Dans notre société où le mariage est toujours perçu comme une étape importante de la vie, certains choisissent de contourner cette tradition en pratiquant ce qu’on appelle la sologamie, c’est-à-dire le mariage avec soi-même. Que faut-il savoir sur cette pratique qui suscite beaucoup de curiosité ?
Origines et popularisation du sologamie
Ce phénomène est apparu pour la première fois en Amérique du Nord, au Canada et aux États-Unis. Le premier mariage sologame officiel aurait été célébré en 1993 par Linda Baker. Cette idée a également été médiatisée grâce à l’émission télévisée Sex & The City en 2003, où le personnage de Carrie Bradshaw décide de se marier avec elle-même, lassée d’attendre le prince charmant.
- La sologamie n’est pas un acte légalement reconnu, mais plutôt symbolique.
- Elle peut être pratiquée indépendamment de l’âge ou du genre, temporairement ou définitivement.
- Surtout populaire chez les femmes, elle leur permet de s’affranchir des attentes sociétales en matière de mariage.
Le choix de la sologamie : affirmation de soi ou fuite face à l’amour ?
Selon la psychologue et psychothérapeute Véronique Kohn, il est important de distinguer la sologamie en tant qu’affirmation de soi et choix volontaire de vouloir être seul(e) de celle qui nait d’une peur des relations ou d’un traumatisme. Célébrer soi-même doit être une étape vers l’entrée dans une relation, et non pas un but ultime, souligne-t-elle.
La sologamie comme acte d’amour-propre et d’acceptation de soi
Cette pratique peut permettre aux femmes notamment de mieux s’accepter et de s’aimer elles-mêmes, sans tomber dans les pièges de la pression sociale autour du mariage traditionnel. La sologamie représente ainsi une forme de défi lancé au patriarcat.
Les limites de la sologamie : fuite face aux relations
En revanche, si la pratique vient d’une peur de l’engagement ou d’un passé douloureux, elle devient contreproductive et peut même parfois empêcher la personne de construire des relations équilibrées à long terme. Il est essentiel de comprendre les raisons qui poussent à cette décision avant de se marier avec soi-même.
Se marier avec soi-même, entre cérémonies symboliques et riches en émotions
Bien que la sologamie ne soit pas reconnue légalement, celles et ceux qui choisissent de l’adopter peuvent organiser une cérémonie pour célébrer leur engagement envers eux-mêmes. Cela peut être une occasion de se retrouver avec ses proches et partager avec eux l’importance de s’aimer soi-même avant de donner de l’amour aux autres.
Un phénomène encore marginal, mais qui ne cesse de faire parler de lui
En dépit de sa popularisation croissante, la sologamie demeure une pratique relativement marginale en comparaison des mariages traditionnels. Néanmoins, le nombre de personnes qui décident de se marier symboliquement avec elles-mêmes est en hausse.
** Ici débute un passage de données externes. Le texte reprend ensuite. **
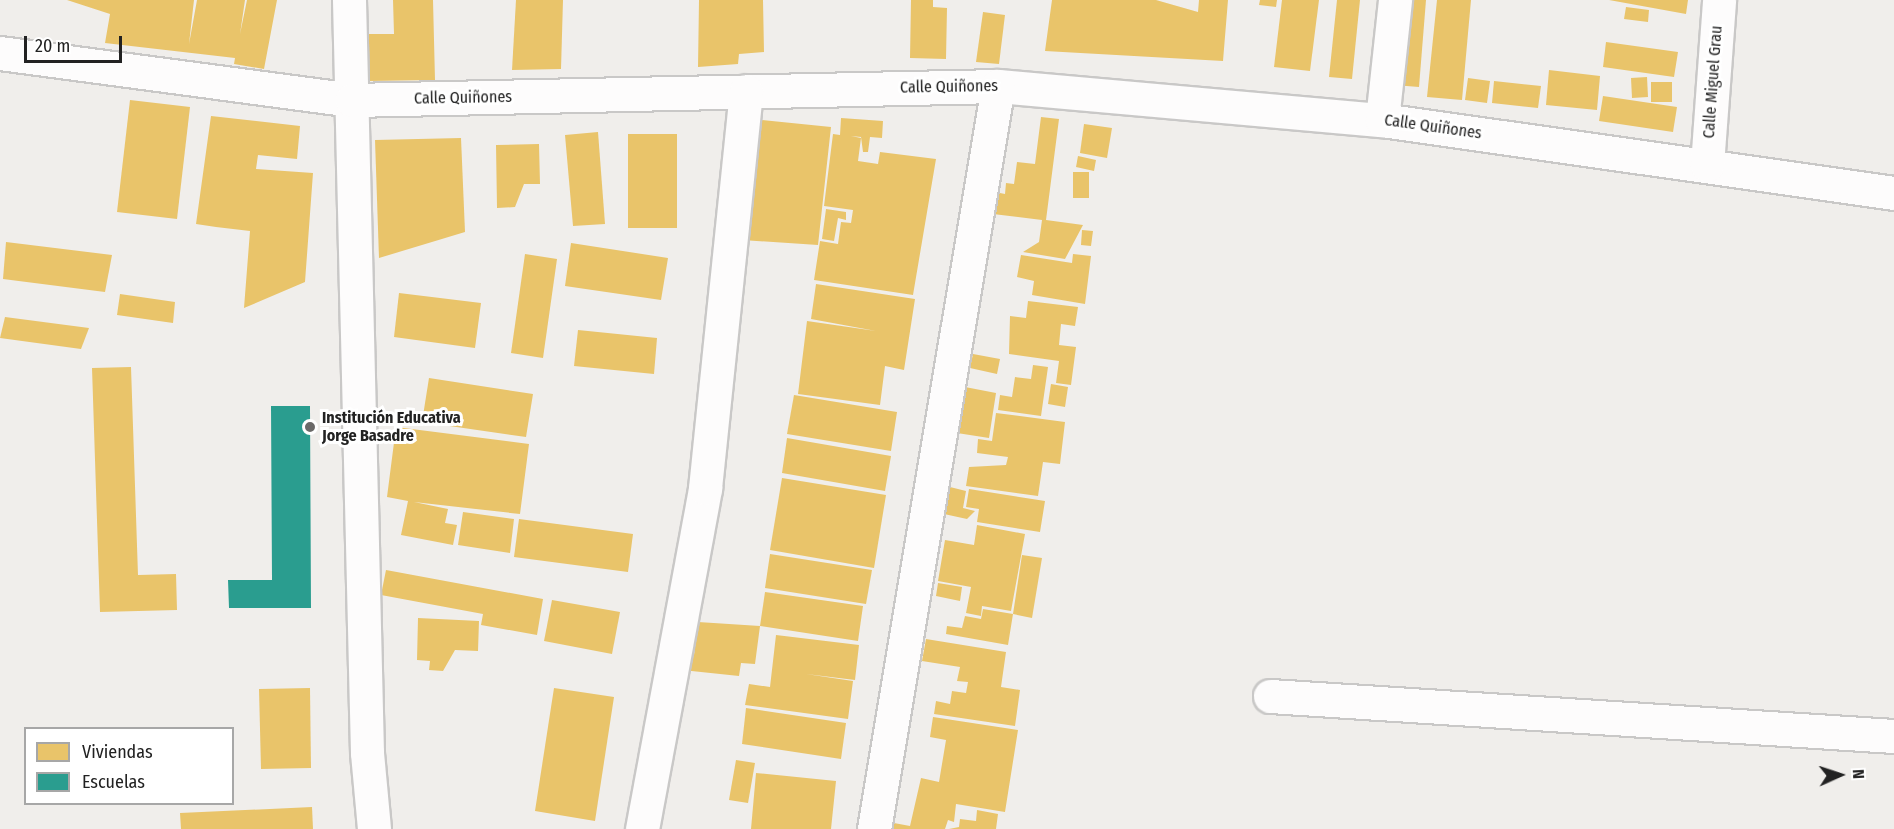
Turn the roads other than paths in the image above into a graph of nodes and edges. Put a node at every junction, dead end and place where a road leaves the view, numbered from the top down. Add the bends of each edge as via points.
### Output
1 (349, 0) edge
2 (1395, 0) edge
3 (1719, 0) edge
4 (0, 53) edge
5 (998, 86) junction
6 (746, 91) junction
7 (352, 100) junction
8 (1382, 120) junction
9 (1707, 165) junction
10 (1894, 193) edge
11 (1270, 696) dead end
12 (1894, 736) edge
13 (374, 829) edge
14 (380, 829) edge
15 (642, 829) edge
16 (874, 829) edge

1 - 7 street
2 - 8 street
3 - 9 street, Calle Miguel Grau
4 - 7 street, Calle Quiñones
5 - 6 street, Calle Quiñones
5 - 8 street, Calle Quiñones
5 - 16 street
6 - 7 street, Calle Quiñones
6 - 15 street via 705,489
7 - 13 street via 367,753
8 - 9 street, Calle Quiñones
9 - 10 street, Calle Quiñones
11 - 12 street
13 - 14 street

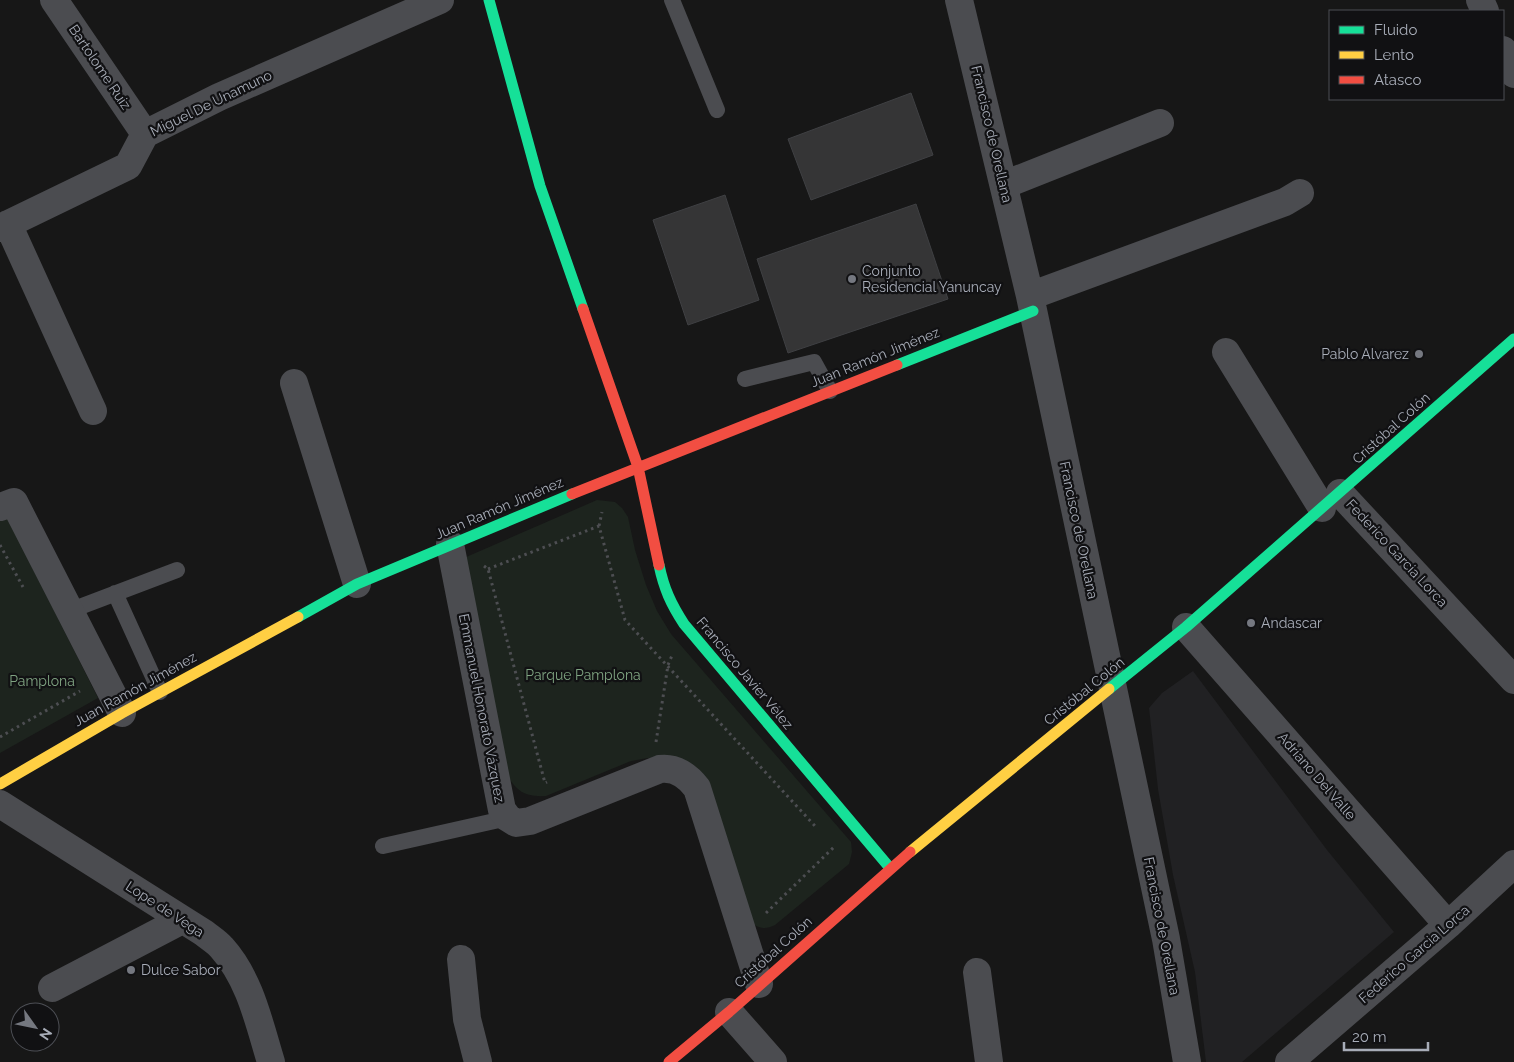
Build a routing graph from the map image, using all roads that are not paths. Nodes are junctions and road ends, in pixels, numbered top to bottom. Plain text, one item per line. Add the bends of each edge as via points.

Des personnalités médiatiques telles que Jeremstar en France, Laura Mesi en Italie ou Emma Watson au Royaume-Uni ont ainsi opté pour cette forme d’autonomie moins conventionnelle.
Sologamie : un mouvement destiné à perdurer ?
Avec les changements sociétaux actuels et la remise en question du modèle unique de mariage, il est fort possible que la sologamie continue de gagner en popularité et devienne une alternative crédible pour certaines personnes qui désirent s’affirmer sans forcément s’engager dans une relation amoureuse classique.
En conclusion, la sologamie reste un choix personnel et symbolique, qui permet aux individus de s’affranchir des conventions et d’affirmer leur indépendance et leur amour-propre. Si cette pratique intrigue et provoque souvent des débats, elle reflète avant tout le besoin de considérer chaque personne comme étant maîtresse de son bonheur et de ses choix de vie.